**Task brief**
For the material below, output exactly the span from the line with "g.save(); g.translate(x, y);" to the line with "[1,170,14,183,1,196]", including both, and nothing besides.

== Segment start ==

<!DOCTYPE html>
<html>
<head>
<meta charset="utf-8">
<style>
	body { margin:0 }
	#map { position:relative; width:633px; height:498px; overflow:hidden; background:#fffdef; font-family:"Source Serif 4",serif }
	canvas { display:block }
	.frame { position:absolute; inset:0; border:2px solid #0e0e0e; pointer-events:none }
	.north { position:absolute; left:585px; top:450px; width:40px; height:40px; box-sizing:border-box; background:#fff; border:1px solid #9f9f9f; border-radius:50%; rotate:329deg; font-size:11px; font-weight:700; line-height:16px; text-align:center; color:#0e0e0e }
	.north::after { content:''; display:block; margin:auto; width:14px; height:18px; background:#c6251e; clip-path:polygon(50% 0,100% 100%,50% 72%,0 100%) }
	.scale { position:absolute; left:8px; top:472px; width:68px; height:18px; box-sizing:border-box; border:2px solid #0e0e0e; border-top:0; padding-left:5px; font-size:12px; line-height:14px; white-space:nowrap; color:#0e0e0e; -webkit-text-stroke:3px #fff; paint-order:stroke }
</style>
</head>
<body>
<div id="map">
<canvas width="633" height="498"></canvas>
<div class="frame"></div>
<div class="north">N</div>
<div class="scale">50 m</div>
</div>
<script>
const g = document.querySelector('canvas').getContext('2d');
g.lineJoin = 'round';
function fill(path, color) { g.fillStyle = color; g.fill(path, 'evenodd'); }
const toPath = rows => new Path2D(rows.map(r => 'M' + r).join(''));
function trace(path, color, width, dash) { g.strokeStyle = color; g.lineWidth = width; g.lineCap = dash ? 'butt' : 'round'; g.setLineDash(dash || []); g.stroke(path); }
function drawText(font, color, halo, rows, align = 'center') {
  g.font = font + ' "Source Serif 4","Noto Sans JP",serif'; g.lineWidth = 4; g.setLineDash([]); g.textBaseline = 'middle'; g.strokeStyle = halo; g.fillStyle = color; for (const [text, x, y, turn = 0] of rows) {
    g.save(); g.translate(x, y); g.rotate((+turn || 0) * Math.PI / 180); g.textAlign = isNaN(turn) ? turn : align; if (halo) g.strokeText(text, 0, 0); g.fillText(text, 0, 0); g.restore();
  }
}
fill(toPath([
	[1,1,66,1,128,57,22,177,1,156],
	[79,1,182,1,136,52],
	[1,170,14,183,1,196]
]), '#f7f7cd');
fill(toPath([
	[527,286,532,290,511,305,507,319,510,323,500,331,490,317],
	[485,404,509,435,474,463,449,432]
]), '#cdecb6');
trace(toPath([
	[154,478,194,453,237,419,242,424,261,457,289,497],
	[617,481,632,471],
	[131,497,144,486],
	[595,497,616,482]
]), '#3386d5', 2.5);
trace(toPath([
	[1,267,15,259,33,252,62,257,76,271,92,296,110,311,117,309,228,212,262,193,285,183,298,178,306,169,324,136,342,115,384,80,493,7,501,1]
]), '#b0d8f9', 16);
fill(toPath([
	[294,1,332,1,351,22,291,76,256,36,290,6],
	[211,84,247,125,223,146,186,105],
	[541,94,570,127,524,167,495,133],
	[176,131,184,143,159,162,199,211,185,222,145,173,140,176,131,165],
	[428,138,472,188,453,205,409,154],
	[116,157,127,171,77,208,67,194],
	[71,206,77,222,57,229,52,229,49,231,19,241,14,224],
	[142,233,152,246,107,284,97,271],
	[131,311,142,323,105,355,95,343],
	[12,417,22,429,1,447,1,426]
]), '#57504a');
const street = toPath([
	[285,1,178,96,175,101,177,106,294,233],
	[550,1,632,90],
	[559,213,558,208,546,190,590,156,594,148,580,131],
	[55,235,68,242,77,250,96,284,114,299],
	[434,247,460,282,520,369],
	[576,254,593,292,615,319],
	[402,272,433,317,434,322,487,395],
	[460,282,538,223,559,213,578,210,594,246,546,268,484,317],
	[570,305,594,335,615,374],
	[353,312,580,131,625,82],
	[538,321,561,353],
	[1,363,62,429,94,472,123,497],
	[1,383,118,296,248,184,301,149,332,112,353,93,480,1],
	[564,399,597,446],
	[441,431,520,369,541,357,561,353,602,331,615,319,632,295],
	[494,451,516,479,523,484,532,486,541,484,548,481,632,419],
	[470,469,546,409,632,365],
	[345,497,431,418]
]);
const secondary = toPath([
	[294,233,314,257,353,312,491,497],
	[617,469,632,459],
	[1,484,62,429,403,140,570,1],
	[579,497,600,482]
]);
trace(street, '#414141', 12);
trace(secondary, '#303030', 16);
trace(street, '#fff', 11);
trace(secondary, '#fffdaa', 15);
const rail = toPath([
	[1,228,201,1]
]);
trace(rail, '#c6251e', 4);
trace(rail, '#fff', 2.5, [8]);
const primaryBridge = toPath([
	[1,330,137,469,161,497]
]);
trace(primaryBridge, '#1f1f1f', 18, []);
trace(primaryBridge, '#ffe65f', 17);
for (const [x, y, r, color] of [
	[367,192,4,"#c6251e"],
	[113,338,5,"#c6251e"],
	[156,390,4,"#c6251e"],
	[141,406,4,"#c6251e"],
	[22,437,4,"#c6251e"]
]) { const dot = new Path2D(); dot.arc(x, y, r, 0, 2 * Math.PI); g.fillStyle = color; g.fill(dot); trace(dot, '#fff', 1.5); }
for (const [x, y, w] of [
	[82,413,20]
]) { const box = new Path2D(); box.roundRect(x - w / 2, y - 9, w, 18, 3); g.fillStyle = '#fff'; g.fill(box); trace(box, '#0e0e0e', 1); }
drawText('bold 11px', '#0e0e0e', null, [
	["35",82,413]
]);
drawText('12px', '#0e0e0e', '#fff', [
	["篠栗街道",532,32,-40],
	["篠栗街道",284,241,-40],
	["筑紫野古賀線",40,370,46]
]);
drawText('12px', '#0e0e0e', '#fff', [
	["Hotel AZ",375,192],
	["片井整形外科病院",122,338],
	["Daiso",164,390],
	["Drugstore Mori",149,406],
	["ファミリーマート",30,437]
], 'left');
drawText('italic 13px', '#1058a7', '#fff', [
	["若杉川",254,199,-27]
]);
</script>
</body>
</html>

== Segment end ==

**Result of the exercise**
    g.save(); g.translate(x, y); g.rotate((+turn || 0) * Math.PI / 180); g.textAlign = isNaN(turn) ? turn : align; if (halo) g.strokeText(text, 0, 0); g.fillText(text, 0, 0); g.restore();
  }
}
fill(toPath([
	[1,1,66,1,128,57,22,177,1,156],
	[79,1,182,1,136,52],
	[1,170,14,183,1,196]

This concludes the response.